Though the staff will review each submittal before posting, staff will not investigate each incident for accuracy.  Instead, manufacturers will be given 10 days to comment on the accuracy of reports identifying their products.  It is the responsibility of the manufacturer to provide proof of any inaccuracy.  I can see where inaccurate information may be posted and seen by consumers for an indefinite period of time before a correction is made, if a correction is ever made at all.  This would be a great disservice to consumers and could adversely affect the sales and use of a product.   

 Here is what the proposed rule says about how the data base will impact small businesses:

 because of their smaller sales volumes, small manufacturers are less likely to experience any impacts.  And, even if a small firm chooses to respond to an incident report, the amount of time to do so would not likely be more than a few hours . . .

Note that reputational harm due to an inaccurate report is not considered an adverse impact on business. 

I am not comfortable with the staff’s assertion that the new public database will not have an economic impact on small entities and discussed this point during our public briefing last Wednesday.  However, I’m not the expert; you are.

  •  Do you really think because your sales volumes are smaller, it is less likely that your products will find their way into this database? 
  • If someone files a complaint, it will only take a few hours to respond (and deal with the ensuing investigation by staff)? 

If you disagree with our staff that taking a few hours out of your business day to respond to inaccurate reports is of no consequence, then you need to let us know that.

When the Notice of Proposed Rule for the Publicly Available Consumer Product Safety Information Database is printed in the Federal Register it will be posted on CPSC’s website and you will have an opportunity to comment.  Let us know what you think!

Test the Testing?

Retailers play an important role in helping assure safety, especially under the CPSIA.  Unfortunately, the law’s provisions about retroactivity and general enforcement by state attorneys general, among others, have led many retailers to demand testing beyond what is required.

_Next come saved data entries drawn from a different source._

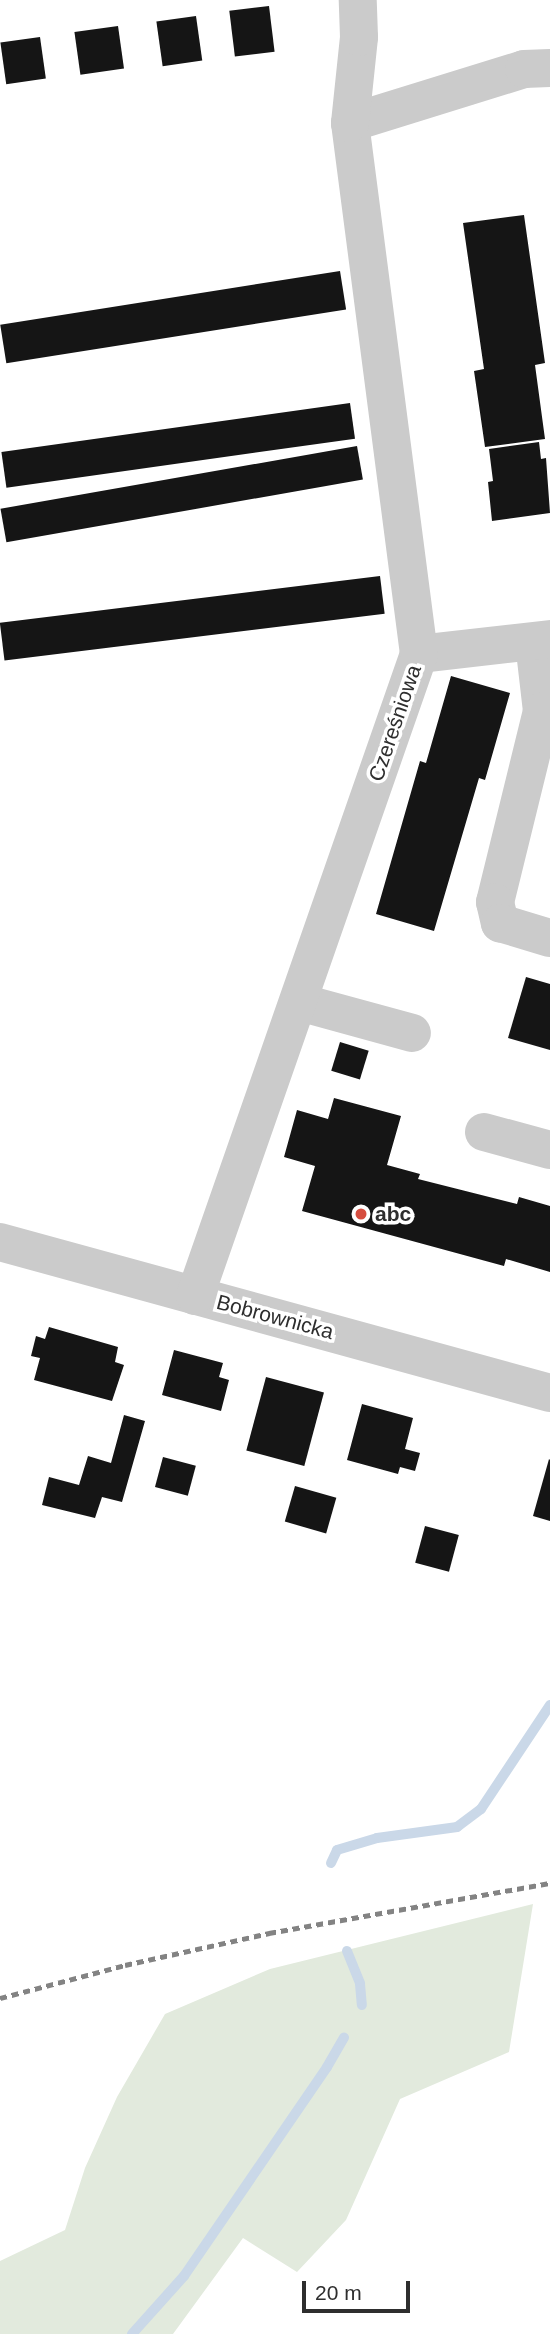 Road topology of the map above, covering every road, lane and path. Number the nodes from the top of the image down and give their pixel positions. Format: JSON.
{"nodes":[{"id":1,"x":359,"y":0,"type":"edge"},
{"id":2,"x":541,"y":62,"type":"edge"},
{"id":3,"x":350,"y":123,"type":"junction"},
{"id":4,"x":542,"y":640,"type":"edge"},
{"id":5,"x":419,"y":654,"type":"junction"},
{"id":6,"x":550,"y":937,"type":"edge"},
{"id":7,"x":299,"y":1002,"type":"junction"},
{"id":8,"x":412,"y":1033,"type":"dead end"},
{"id":9,"x":484,"y":1132,"type":"dead end"},
{"id":10,"x":550,"y":1150,"type":"edge"},
{"id":11,"x":0,"y":1242,"type":"edge"},
{"id":12,"x":195,"y":1296,"type":"junction"},
{"id":13,"x":550,"y":1393,"type":"edge"}],
"edges":[{"from":1,"to":3,"type":"street","name":"Czereśniowa"},
{"from":2,"to":3,"type":"street"},
{"from":3,"to":5,"type":"street","name":"Czereśniowa"},
{"from":4,"to":5,"type":"street"},
{"from":4,"to":6,"type":"street"},
{"from":5,"to":7,"type":"street","name":"Czereśniowa"},
{"from":7,"to":8,"type":"street"},
{"from":7,"to":12,"type":"street","name":"Czereśniowa"},
{"from":9,"to":10,"type":"street"},
{"from":11,"to":12,"type":"street","name":"Bobrownicka"},
{"from":12,"to":13,"type":"street","name":"Bobrownicka"}]}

To help fix that, I have been pushing for a Commission statement to reinforce the fact that retailers may rely on the testing and certification done by their suppliers. 

How would this work? The CPSIA and its regulations require domestic manufacturers and importers of children’s products to have them: 1) tested by a third party testing laboratory approved by the CPSC; and 2) certify compliance with applicable safety regulations based on those tests.  Importers may rely on testing done by foreign manufacturers as long as that testing was done in an approved lab.

My proposal is an enforcement policy to make clear that  retailers may rely on certificates from suppliers and that they would not be subject to penalties for selling products that do not comply with our safety standards if they relied in good faith on those certificates.  Issue a false or misleading certificate or give us a reason to believe the retailer knew or should have known that the certificate was false, and we can come after you. Should the product violate an applicable safety standard, of course it could be recalled.

 Since I hope we can get this policy out next month, help us with your input:

  • If you are a supplier, has a retailer required you to do redundant or excessive testing, or has a retailer refused to accept your test results?
  • If you are a supplier, would such a statement be helpful?  If not, what actions could the Commission take that would be helpful?
  • If you are a retailer, would such a Commission statement be helpful?
  • If you are a supplier or a retailer, what should be in this policy?

Speak up and help write this policy. Thanks!